In 2018, Blue Shield of California Foundation and Institute for the Future set out to explore how present and future work conditions impact the health, broadly defined, of workers, their families, and their communities. The research process was divided into 3 phases.
In Phase 1 of the research, IFTF conducted 17 informant interviews to consider a broad range of opinions on the forces informing and influencing the changing nature of work and the implications on health and economic security for California workers and their families.
In Phase 2, we implemented a human-centered approach to illuminate the consequences that the working conditions are having and will have on the health of individuals, families, and communities. We wanted to paint a fuller picture of the new health risk factors and vulnerabilities emerging alongside the growing economic insecurity. To accomplish this, IFTF undertook an ethnographic study to understand how daily life for people, families, and communities is steeped in these highly precarious working arrangements. We conducted 10 in home, in-depth interviews in the Central Valley, Los Angeles County and Inland Empire, East Bay, and Sacramento County. We recruited people, with a preference for women, people of color, and first-generation immigrants involved in care work, gig work, split shift work, and newly economically insecure due to the impacts of the fissuring of work. We also interviewed people who are experiencing homelessness and those who are commuting more than 90 minutes for work. (See Appendix for more details on recruitment, interview instrument, and high-level findings.)

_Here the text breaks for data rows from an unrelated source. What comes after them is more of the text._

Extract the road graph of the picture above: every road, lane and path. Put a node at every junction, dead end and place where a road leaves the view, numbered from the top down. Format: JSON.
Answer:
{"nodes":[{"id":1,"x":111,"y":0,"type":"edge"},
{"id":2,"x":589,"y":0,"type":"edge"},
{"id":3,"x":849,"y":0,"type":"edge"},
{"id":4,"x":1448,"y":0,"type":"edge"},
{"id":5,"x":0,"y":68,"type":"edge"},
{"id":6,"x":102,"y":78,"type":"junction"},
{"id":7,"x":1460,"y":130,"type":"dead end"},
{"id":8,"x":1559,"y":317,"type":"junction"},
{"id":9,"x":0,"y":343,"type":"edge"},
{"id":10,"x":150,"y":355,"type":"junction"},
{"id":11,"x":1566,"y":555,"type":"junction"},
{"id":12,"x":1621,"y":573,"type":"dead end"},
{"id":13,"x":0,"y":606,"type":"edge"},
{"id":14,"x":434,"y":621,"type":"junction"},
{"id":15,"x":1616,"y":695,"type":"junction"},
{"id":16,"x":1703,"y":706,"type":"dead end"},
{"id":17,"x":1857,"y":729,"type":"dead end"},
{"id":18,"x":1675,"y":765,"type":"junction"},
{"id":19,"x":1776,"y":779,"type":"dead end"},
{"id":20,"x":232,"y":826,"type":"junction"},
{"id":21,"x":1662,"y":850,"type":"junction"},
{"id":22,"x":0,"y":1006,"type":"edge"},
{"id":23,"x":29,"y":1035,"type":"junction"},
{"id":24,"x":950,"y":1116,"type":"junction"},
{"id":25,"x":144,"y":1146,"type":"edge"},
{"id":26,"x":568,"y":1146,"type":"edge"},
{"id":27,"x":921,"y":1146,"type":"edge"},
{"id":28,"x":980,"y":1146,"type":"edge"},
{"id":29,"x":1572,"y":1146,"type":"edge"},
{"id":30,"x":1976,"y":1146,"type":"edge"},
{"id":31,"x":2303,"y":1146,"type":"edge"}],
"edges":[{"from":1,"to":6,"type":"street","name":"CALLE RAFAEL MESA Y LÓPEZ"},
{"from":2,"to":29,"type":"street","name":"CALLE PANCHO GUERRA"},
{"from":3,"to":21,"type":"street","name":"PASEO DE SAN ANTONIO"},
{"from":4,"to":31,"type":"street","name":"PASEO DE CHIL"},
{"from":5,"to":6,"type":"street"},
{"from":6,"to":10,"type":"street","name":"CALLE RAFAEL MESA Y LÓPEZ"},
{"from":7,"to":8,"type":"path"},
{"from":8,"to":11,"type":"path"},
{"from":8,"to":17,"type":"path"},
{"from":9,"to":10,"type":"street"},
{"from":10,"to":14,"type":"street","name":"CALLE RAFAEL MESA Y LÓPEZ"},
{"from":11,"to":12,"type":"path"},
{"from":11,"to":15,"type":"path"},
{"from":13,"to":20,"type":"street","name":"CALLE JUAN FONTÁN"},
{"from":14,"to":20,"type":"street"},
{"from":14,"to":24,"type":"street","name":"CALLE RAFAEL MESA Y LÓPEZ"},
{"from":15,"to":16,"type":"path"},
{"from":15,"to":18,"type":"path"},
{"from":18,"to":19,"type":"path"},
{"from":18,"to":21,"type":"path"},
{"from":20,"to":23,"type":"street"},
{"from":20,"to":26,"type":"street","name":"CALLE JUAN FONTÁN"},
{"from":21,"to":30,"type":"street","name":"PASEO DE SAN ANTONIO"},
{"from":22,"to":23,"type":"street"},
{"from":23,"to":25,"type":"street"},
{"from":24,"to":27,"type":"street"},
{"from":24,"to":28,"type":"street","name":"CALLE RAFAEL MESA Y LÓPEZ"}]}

In Phase 3, we created scenarios (“stories from the future”) by combining expert interviews and ethnographic interviews with IFTF’s ongoing foresight research in health, technology and work to identify the critical informing and influencing forces that are shaping the health and economic security for California workers and their families. We applied this improved understanding of the health risks and emerging vulnerabilities connected to the new work environment to inform our scenario development. The three video scenarios aimed to bring current trends and innovations to life to help people imagine what different work experiences could be like in the future depending on the actions we take, or don’t take, in the present.